(Dataset entries)

═══

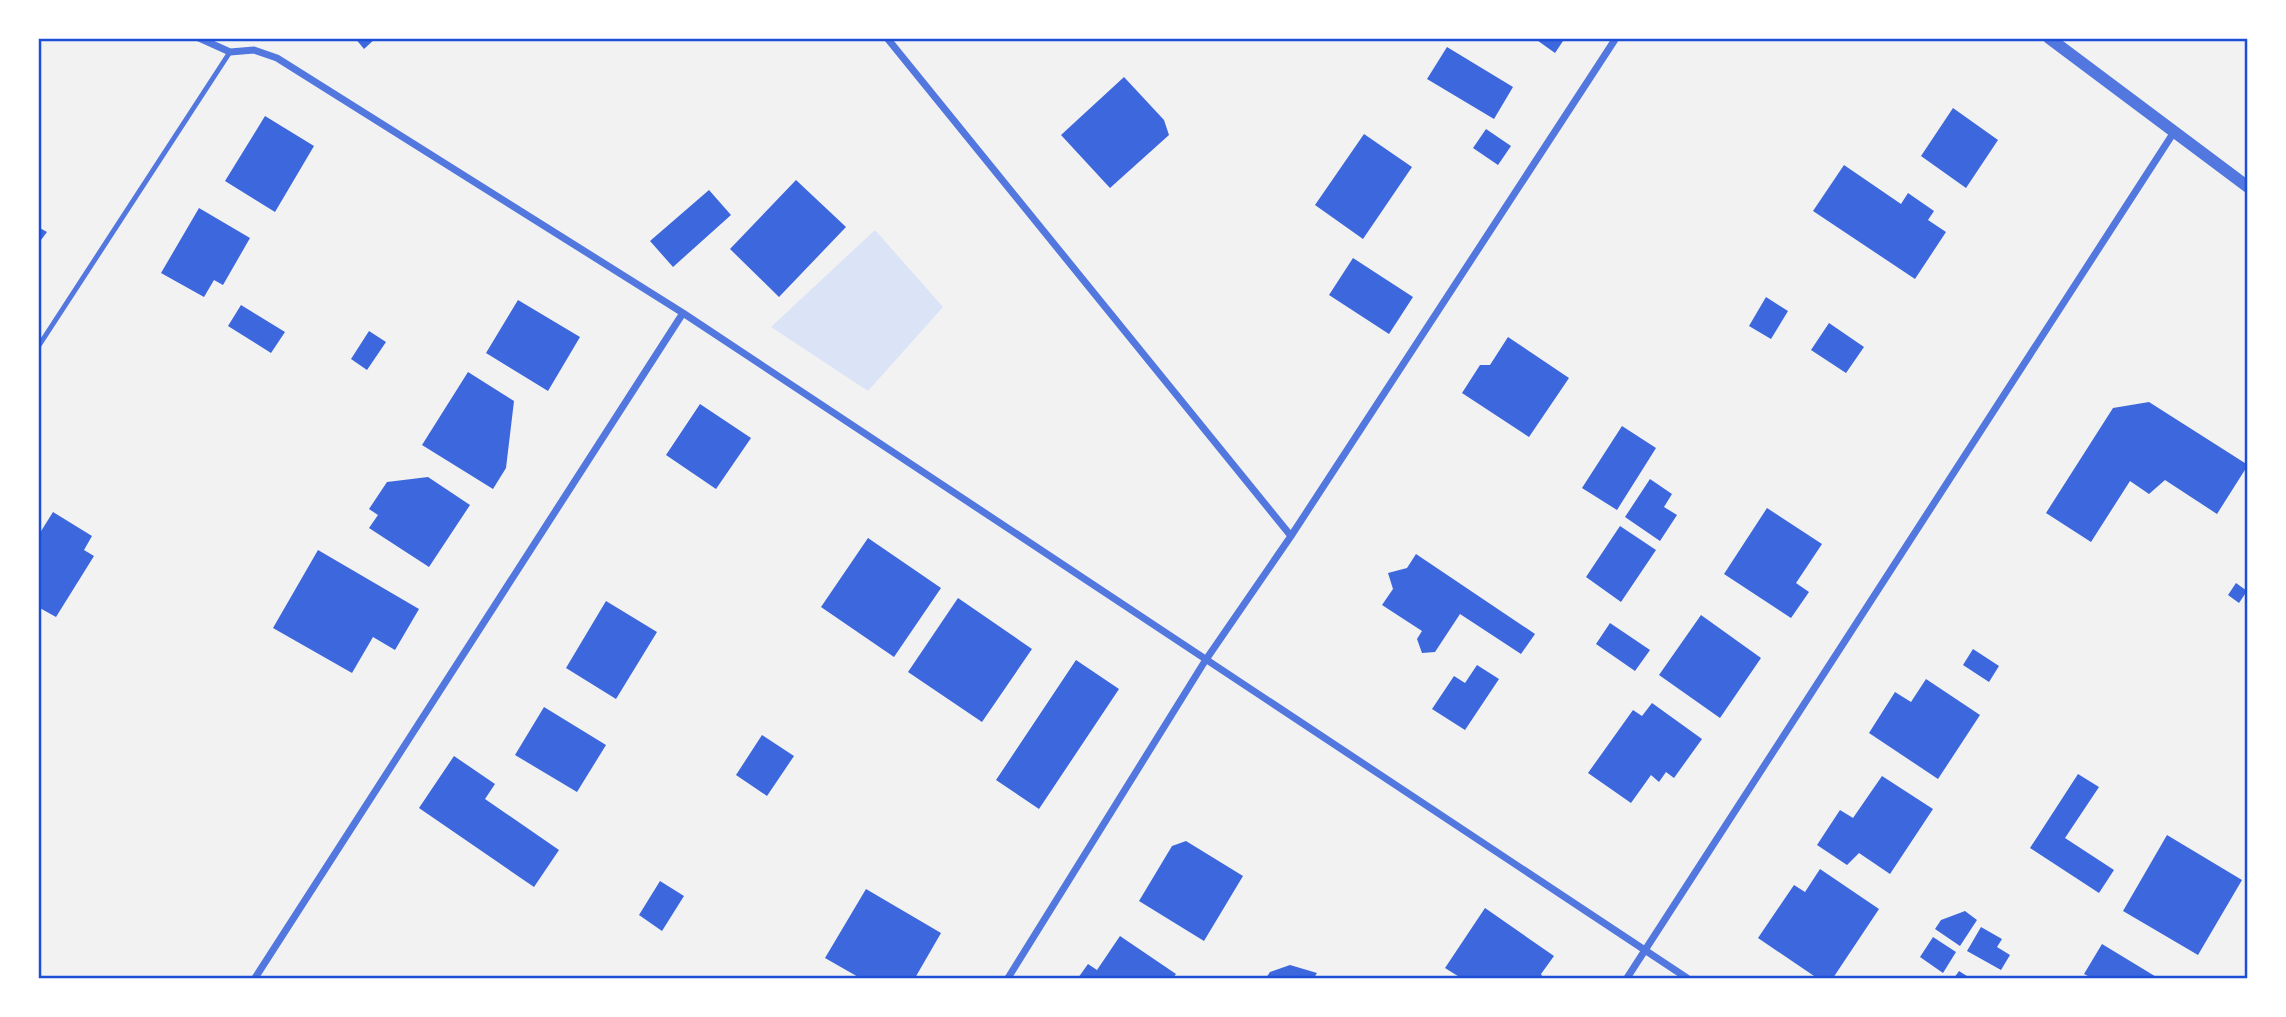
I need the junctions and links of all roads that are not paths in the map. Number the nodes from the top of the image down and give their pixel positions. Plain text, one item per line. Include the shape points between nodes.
1 (199, 38) edge
2 (887, 38) edge
3 (1616, 38) edge
4 (2049, 38) edge
5 (230, 52) junction
6 (2174, 132) junction
7 (2248, 187) edge
8 (683, 313) junction
9 (38, 347) edge
10 (1291, 536) junction
11 (1205, 661) junction
12 (1645, 951) junction
13 (255, 978) edge
14 (1008, 978) edge
15 (1627, 978) edge
16 (1687, 978) edge

1 - 5 street
2 - 10 street
3 - 10 street
4 - 6 street
5 - 8 street via 254,50 278,58
5 - 9 lane
6 - 7 street
6 - 12 street
8 - 11 street
8 - 13 street
10 - 11 street
11 - 12 street
11 - 14 street
12 - 15 street
12 - 16 street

═══

### WHAT YOU SHOULD DO
The expected result is the data above in exact form, free of pictures.

### SOLUTION FOR THIS TASK
I need the junctions and links of all roads that are not paths in the map. Number the nodes from the top of the image down and give their pixel positions. Plain text, one item per line. Include the shape points between nodes.
1 (199, 38) edge
2 (887, 38) edge
3 (1616, 38) edge
4 (2049, 38) edge
5 (230, 52) junction
6 (2174, 132) junction
7 (2248, 187) edge
8 (683, 313) junction
9 (38, 347) edge
10 (1291, 536) junction
11 (1205, 661) junction
12 (1645, 951) junction
13 (255, 978) edge
14 (1008, 978) edge
15 (1627, 978) edge
16 (1687, 978) edge

1 - 5 street
2 - 10 street
3 - 10 street
4 - 6 street
5 - 8 street via 254,50 278,58
5 - 9 lane
6 - 7 street
6 - 12 street
8 - 11 street
8 - 13 street
10 - 11 street
11 - 12 street
11 - 14 street
12 - 15 street
12 - 16 street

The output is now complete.